- _What the exercise asks_:
Copy the entries that appear below in full, leaving out any picture among them.

------ Excerpted records ------

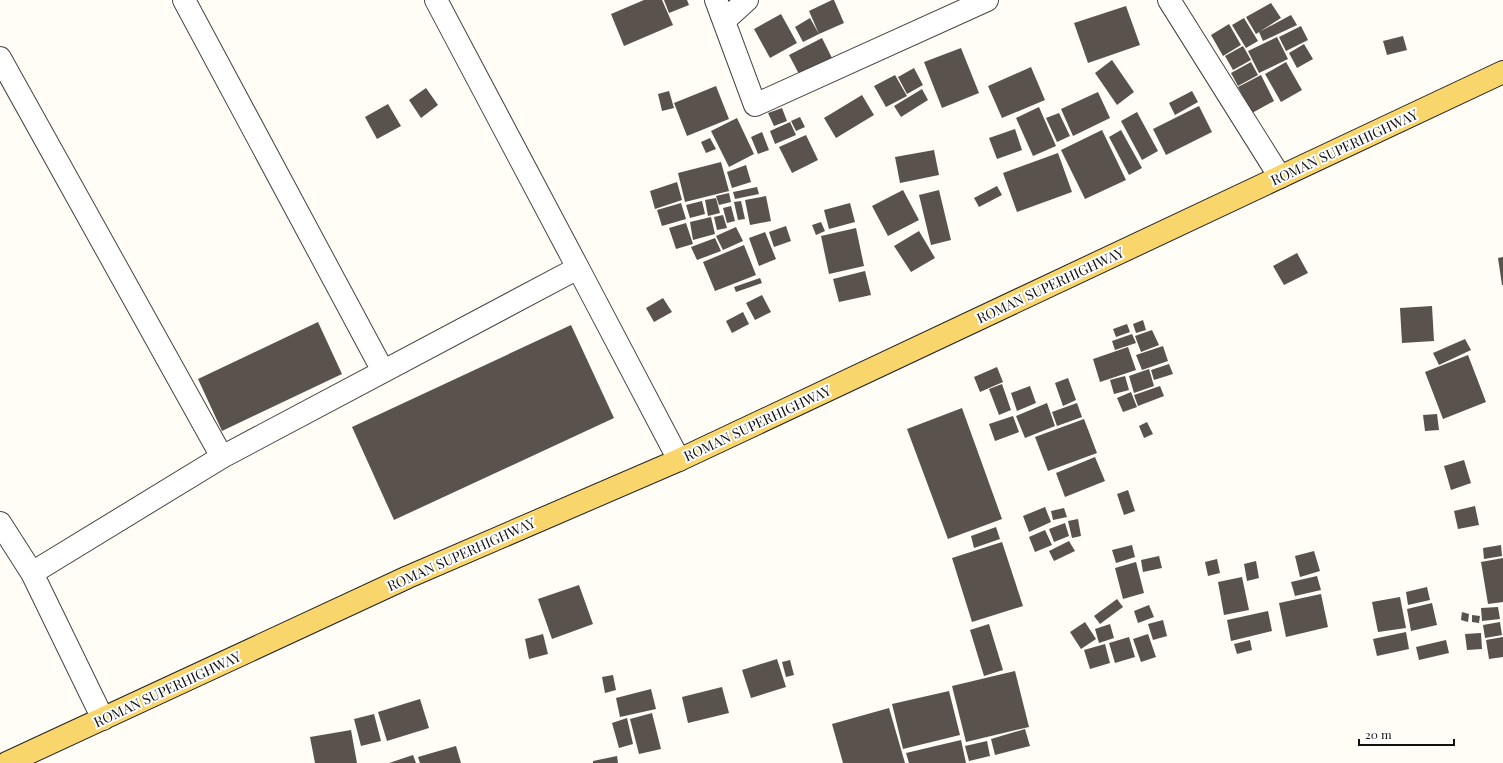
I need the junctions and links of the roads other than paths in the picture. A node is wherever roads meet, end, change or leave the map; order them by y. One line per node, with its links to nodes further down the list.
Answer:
1 (184, 0): 12 (street)
2 (436, 0): 11 (street)
3 (716, 0): 7 (street)
4 (747, 0): 7 (street)
5 (986, 0): 7 (street)
6 (1169, 0): 10 (street)
7 (724, 21)
8 (0, 58): 13 (street)
9 (1503, 72): 10 (main road, ROMAN SUPERHIGHWAY)
10 (1280, 177): 14 (main road, ROMAN SUPERHIGHWAY)
11 (578, 268): 12 (street); 14 (street)
12 (383, 371): 13 (street)
13 (222, 457): 16 (street)
14 (678, 460): 17 (main road, ROMAN SUPERHIGHWAY)
15 (0, 523): 16 (street)
16 (32, 573): 17 (street)
17 (103, 719): 18 (main road, ROMAN SUPERHIGHWAY)
18 (6, 763)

------

- _Reply_:
I need the junctions and links of the roads other than paths in the picture. A node is wherever roads meet, end, change or leave the map; order them by y. One line per node, with its links to nodes further down the list.
Answer:
1 (184, 0): 12 (street)
2 (436, 0): 11 (street)
3 (716, 0): 7 (street)
4 (747, 0): 7 (street)
5 (986, 0): 7 (street)
6 (1169, 0): 10 (street)
7 (724, 21)
8 (0, 58): 13 (street)
9 (1503, 72): 10 (main road, ROMAN SUPERHIGHWAY)
10 (1280, 177): 14 (main road, ROMAN SUPERHIGHWAY)
11 (578, 268): 12 (street); 14 (street)
12 (383, 371): 13 (street)
13 (222, 457): 16 (street)
14 (678, 460): 17 (main road, ROMAN SUPERHIGHWAY)
15 (0, 523): 16 (street)
16 (32, 573): 17 (street)
17 (103, 719): 18 (main road, ROMAN SUPERHIGHWAY)
18 (6, 763)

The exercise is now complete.